Mexican lawmakers angrily denounced a measure approved by the US Senate to build new border fences, and illegal immigrants vowed to skirt them and cross into US territory anyway.
But the administration of Mexican President Vicente Fox, which had called the fence proposal "shameful" and "stupid" as recently as December, was conspicuously silent after the Senate bill passed on Wednesday -- perhaps because the measure also opens the door for millions of undocumented Mexican migrants to achieve some legal status in the US.
"There are so many of us, most with families and roots in the United States. They are never going to stop us from crossing," said Julio Cesar Gutierrez, a 21-year-old from the western city of Guadalajara who was planning to swim across the Rio Grande into Texas from the border city of Nuevo Laredo. "We will dig under a wall, go over one. If the authorities over there want a war, we will fight."
PHOTO: EPA
Gutierrez, who was wearing a Washington Nationals baseball cap and a backpack carrying bottled water, said he had crossed three previous times and worked as a cook in Houston, Texas, but was deported each time.
"They want to treat migrants like criminals," he said. "All we want to do is work."
The Senate agreed to give many illegal immigrants a shot at US citizenship, but also backed construction of 600km of triple-layered fencing along its southern border. It is unclear where the new barriers would be built, though some have speculated they could go up in an area that includes Nuevo Laredo, across from Laredo, Texas.
`Step backward'
In Mexico City, lawmakers from Fox's conservative National Action Party and both major opposition parties rejected the move to build new barriers.

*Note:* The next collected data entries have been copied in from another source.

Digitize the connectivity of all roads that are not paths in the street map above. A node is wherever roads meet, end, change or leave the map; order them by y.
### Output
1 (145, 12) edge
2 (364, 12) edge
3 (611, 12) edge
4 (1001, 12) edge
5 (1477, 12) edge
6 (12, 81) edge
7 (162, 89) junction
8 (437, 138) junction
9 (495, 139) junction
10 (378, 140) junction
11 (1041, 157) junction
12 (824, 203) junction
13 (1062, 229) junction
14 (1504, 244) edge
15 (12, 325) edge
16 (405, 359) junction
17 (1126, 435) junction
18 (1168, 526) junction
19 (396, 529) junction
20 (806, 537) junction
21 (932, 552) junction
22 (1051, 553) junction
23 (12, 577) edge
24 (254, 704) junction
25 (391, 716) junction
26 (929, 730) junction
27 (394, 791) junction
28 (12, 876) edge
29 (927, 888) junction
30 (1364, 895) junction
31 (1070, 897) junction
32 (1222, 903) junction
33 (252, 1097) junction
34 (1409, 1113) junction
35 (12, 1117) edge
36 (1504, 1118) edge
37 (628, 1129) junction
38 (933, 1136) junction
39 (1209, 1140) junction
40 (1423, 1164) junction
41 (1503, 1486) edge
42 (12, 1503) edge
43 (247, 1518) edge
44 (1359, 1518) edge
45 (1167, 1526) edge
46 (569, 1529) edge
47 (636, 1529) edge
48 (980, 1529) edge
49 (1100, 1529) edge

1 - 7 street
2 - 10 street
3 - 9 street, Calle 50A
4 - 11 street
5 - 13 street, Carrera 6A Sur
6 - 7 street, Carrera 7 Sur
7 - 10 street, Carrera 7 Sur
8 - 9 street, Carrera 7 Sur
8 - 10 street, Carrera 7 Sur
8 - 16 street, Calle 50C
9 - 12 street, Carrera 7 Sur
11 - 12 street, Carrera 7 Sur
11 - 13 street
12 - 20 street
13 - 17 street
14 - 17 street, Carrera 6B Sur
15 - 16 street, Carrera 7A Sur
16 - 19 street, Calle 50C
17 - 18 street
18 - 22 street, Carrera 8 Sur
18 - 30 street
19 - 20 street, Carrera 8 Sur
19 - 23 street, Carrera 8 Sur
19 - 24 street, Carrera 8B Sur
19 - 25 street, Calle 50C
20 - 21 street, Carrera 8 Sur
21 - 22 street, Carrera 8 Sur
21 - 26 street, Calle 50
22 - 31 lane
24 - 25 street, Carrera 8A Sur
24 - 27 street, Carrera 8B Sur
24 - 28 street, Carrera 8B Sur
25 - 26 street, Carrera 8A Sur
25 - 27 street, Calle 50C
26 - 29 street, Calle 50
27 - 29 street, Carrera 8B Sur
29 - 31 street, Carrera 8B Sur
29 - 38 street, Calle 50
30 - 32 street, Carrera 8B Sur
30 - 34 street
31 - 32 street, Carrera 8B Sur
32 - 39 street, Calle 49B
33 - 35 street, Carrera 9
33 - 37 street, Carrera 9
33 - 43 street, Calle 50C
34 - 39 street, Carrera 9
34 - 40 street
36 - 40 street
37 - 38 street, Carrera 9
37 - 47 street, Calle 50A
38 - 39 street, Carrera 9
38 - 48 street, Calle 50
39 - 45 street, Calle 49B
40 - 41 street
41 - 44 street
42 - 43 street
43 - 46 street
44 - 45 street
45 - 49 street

"It's a lamentable development and more evidence of a step backward in bilateral relations between Mexico and the United States," said Inti Munoz, a spokesman for House lawmakers from the leftist Democratic Revolution Party. "The construction of a wall and the militarization of the border are signs that speak of the absolute failure and lack of Mexican foreign policy."
The Senate measure, which has yet to clear Congress, comes as US President George W. Bush continues to flesh out his plans to deploy 6,000 National Guard soldiers along the border support the Border Patrol.
Mexican Foreign Secretary Luis Ernesto Derbez said late on Wednesday that the government would not immediately comment formally on the Senate bill. Just days earlier, the Fox administration was quick to express concern that Bush's National Guard plan could "militarize" the border region.
In December, the Mexican president said extending border walls was "shameful," and Derbez called a US House proposal to do so "stupid."
Andres Manuel Lopez Obrador -- a fiery Fox critic and the Democratic Revolution Party's candidate to replace the outgoing president in July 2 elections -- called the president's silence on the Senate bill a sign of weakness.
"The truth is the federal government and the president have no authority," Lopez Obrador said on Wednesday. "And for that reason, Mexicans who cross the border out of necessity are being humiliated."
Migrants preparing to cross the border in Nuevo Laredo said they would prefer to climb walls than make dangerous trips through the desert into Arizona and New Mexico, routes that have become popular after US authorities fortified barriers separating the Pacific Ocean cities of Tijuana, Mexico, and San Diego, California.
Walls won't work
"In the desert, smoke rises from the ground and you can die while you're walking," said Gutierrez, the migrant from Guadalajara. "The river here, even with a wall, is easier."
Jose Antonio Maldonado, a 16-year-old from Honduras who was trying to make it into the US illegally for the first time, said he had no family or friends there and was unsure where he would go to find work if he succeeds.
"We have withstood days of train rides, risking our lives without eating, without sleeping, to get to the border," he said.